Exclude the pictures, then repeat the remaining data exactly.

____________________

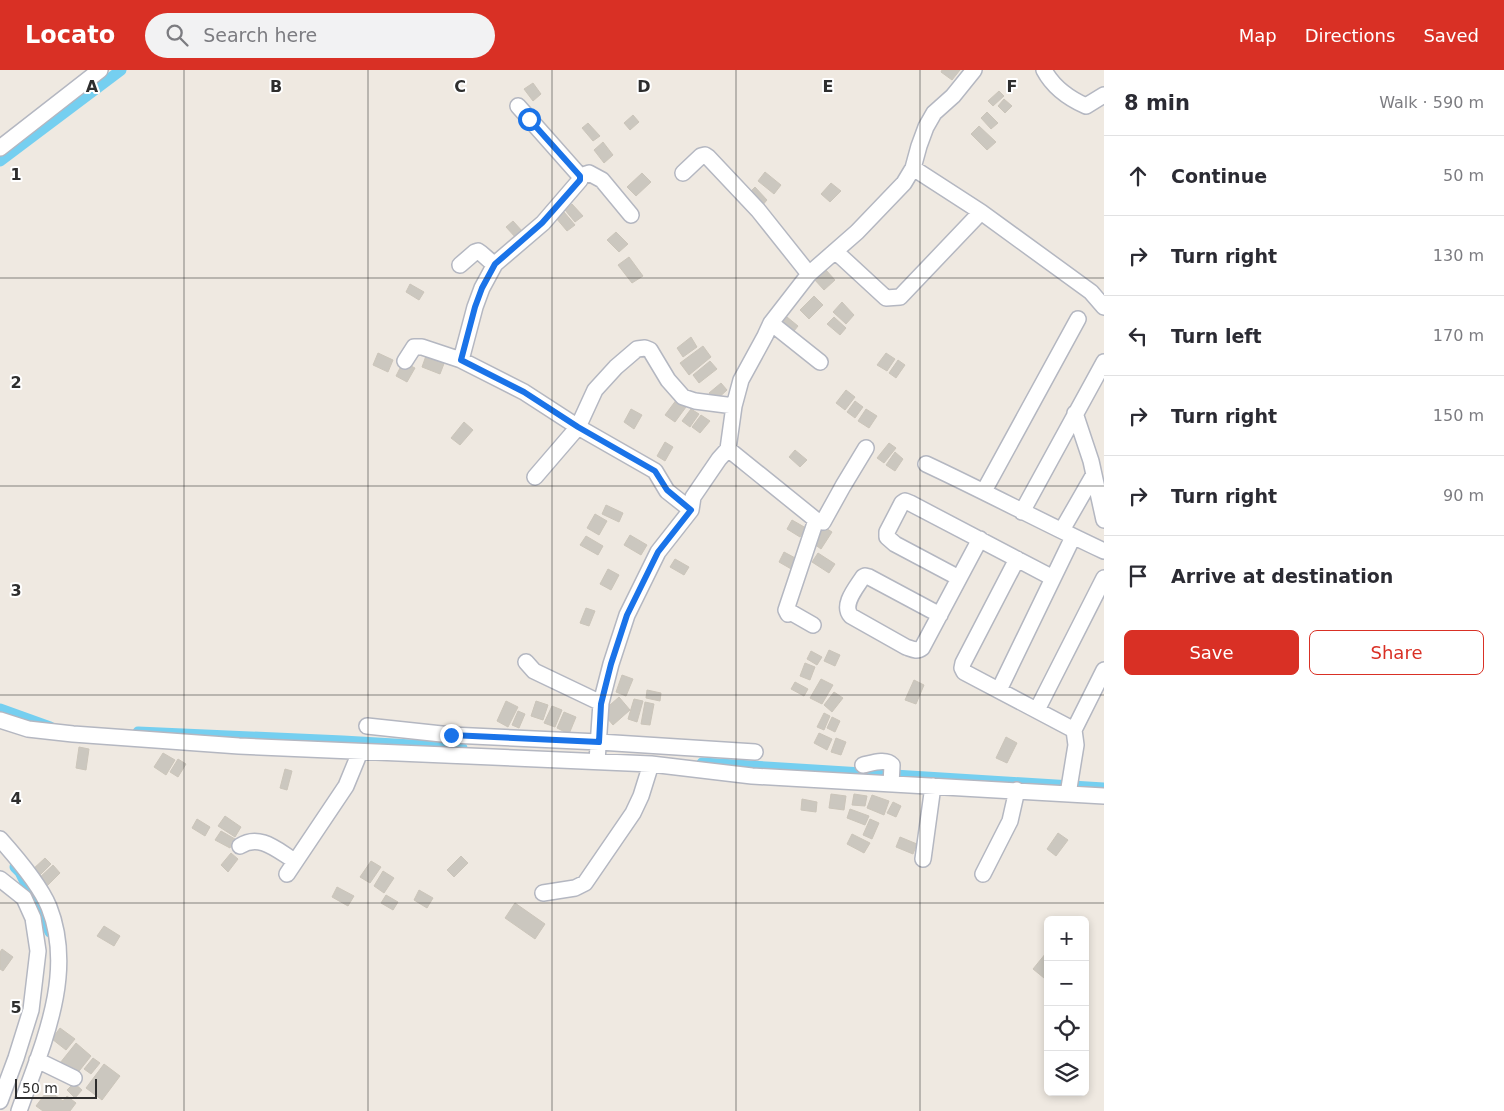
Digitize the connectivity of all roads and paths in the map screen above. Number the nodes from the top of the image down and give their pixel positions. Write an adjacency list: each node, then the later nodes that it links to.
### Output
1 (100, 70): 6 (street)
2 (974, 70): 7 (street)
3 (1044, 70): 4 (street)
4 (1104, 95)
5 (518, 106): 9 (street)
6 (0, 148)
7 (913, 168): 10 (street); 12 (street)
8 (682, 173): 15 (street)
9 (580, 176): 11 (street); 13 (street)
10 (981, 212): 12 (street); 16 (street)
11 (631, 215)
12 (835, 251): 15 (street)
13 (495, 264): 14 (street); 19 (street)
14 (460, 266)
15 (809, 274): 18 (street)
16 (1104, 307)
17 (1078, 319): 31 (street)
18 (770, 323): 21 (street); 23 (street)
19 (461, 360): 20 (street); 25 (street)
20 (405, 361)
21 (820, 362)
22 (1104, 363): 24 (street)
23 (734, 406): 25 (street); 27 (street)
24 (1075, 413): 29 (street); 33 (street)
25 (578, 427): 30 (street); 32 (street)
26 (866, 448): 34 (street)
27 (728, 449): 32 (street); 34 (street)
28 (926, 464): 31 (street)
29 (1093, 476): 35 (street); 36 (street)
30 (535, 477)
31 (984, 491): 33 (street)
32 (691, 510): 48 (street)
33 (1022, 512): 36 (street)
34 (816, 520): 44 (street)
35 (1104, 520)
36 (1068, 534): 38 (street); 41 (street)
37 (980, 539): 39 (street); 40 (street); 40 (street)
38 (1104, 551)
39 (1017, 559): 41 (street); 47 (street)
40 (959, 578): 43 (street)
41 (1053, 578): 47 (street)
42 (1104, 578): 49 (street)
43 (940, 615): 43 (street)
44 (813, 624)
45 (526, 662): 48 (street)
46 (1104, 670): 52 (street)
47 (999, 690): 49 (street)
48 (601, 704): 55 (street)
49 (1037, 710): 52 (street)
50 (0, 720): 54 (street)
51 (367, 726): 53 (street)
52 (1074, 730): 62 (street)
53 (535, 749): 54 (street); 55 (street)
54 (360, 752): 66 (street)
55 (598, 752): 56 (street); 58 (street)
56 (673, 756): 57 (street); 57 (street); 58 (street)
57 (754, 759): 60 (street)
58 (651, 764): 70 (street)
59 (863, 765): 60 (street)
60 (892, 776): 61 (street)
61 (934, 786): 63 (street); 67 (street)
62 (1070, 786): 63 (street); 64 (street)
63 (1017, 790): 68 (street)
64 (1104, 796)
65 (1, 842): 71 (street)
66 (240, 846)
67 (923, 859)
68 (983, 874)
69 (0, 880): 71 (street)
70 (543, 893)
71 (32, 894): 72 (street); 72 (street)
72 (48, 974): 73 (street); 75 (street)
73 (37, 1060): 74 (street); 78 (street)
74 (74, 1078)
75 (0, 1101)
76 (0, 1109): 77 (street)
77 (7, 1111)
78 (19, 1111)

____________________

Exercise result:
Digitize the connectivity of all roads and paths in the map screen above. Number the nodes from the top of the image down and give their pixel positions. Write an adjacency list: each node, then the later nodes that it links to.
### Output
1 (100, 70): 6 (street)
2 (974, 70): 7 (street)
3 (1044, 70): 4 (street)
4 (1104, 95)
5 (518, 106): 9 (street)
6 (0, 148)
7 (913, 168): 10 (street); 12 (street)
8 (682, 173): 15 (street)
9 (580, 176): 11 (street); 13 (street)
10 (981, 212): 12 (street); 16 (street)
11 (631, 215)
12 (835, 251): 15 (street)
13 (495, 264): 14 (street); 19 (street)
14 (460, 266)
15 (809, 274): 18 (street)
16 (1104, 307)
17 (1078, 319): 31 (street)
18 (770, 323): 21 (street); 23 (street)
19 (461, 360): 20 (street); 25 (street)
20 (405, 361)
21 (820, 362)
22 (1104, 363): 24 (street)
23 (734, 406): 25 (street); 27 (street)
24 (1075, 413): 29 (street); 33 (street)
25 (578, 427): 30 (street); 32 (street)
26 (866, 448): 34 (street)
27 (728, 449): 32 (street); 34 (street)
28 (926, 464): 31 (street)
29 (1093, 476): 35 (street); 36 (street)
30 (535, 477)
31 (984, 491): 33 (street)
32 (691, 510): 48 (street)
33 (1022, 512): 36 (street)
34 (816, 520): 44 (street)
35 (1104, 520)
36 (1068, 534): 38 (street); 41 (street)
37 (980, 539): 39 (street); 40 (street); 40 (street)
38 (1104, 551)
39 (1017, 559): 41 (street); 47 (street)
40 (959, 578): 43 (street)
41 (1053, 578): 47 (street)
42 (1104, 578): 49 (street)
43 (940, 615): 43 (street)
44 (813, 624)
45 (526, 662): 48 (street)
46 (1104, 670): 52 (street)
47 (999, 690): 49 (street)
48 (601, 704): 55 (street)
49 (1037, 710): 52 (street)
50 (0, 720): 54 (street)
51 (367, 726): 53 (street)
52 (1074, 730): 62 (street)
53 (535, 749): 54 (street); 55 (street)
54 (360, 752): 66 (street)
55 (598, 752): 56 (street); 58 (street)
56 (673, 756): 57 (street); 57 (street); 58 (street)
57 (754, 759): 60 (street)
58 (651, 764): 70 (street)
59 (863, 765): 60 (street)
60 (892, 776): 61 (street)
61 (934, 786): 63 (street); 67 (street)
62 (1070, 786): 63 (street); 64 (street)
63 (1017, 790): 68 (street)
64 (1104, 796)
65 (1, 842): 71 (street)
66 (240, 846)
67 (923, 859)
68 (983, 874)
69 (0, 880): 71 (street)
70 (543, 893)
71 (32, 894): 72 (street); 72 (street)
72 (48, 974): 73 (street); 75 (street)
73 (37, 1060): 74 (street); 78 (street)
74 (74, 1078)
75 (0, 1101)
76 (0, 1109): 77 (street)
77 (7, 1111)
78 (19, 1111)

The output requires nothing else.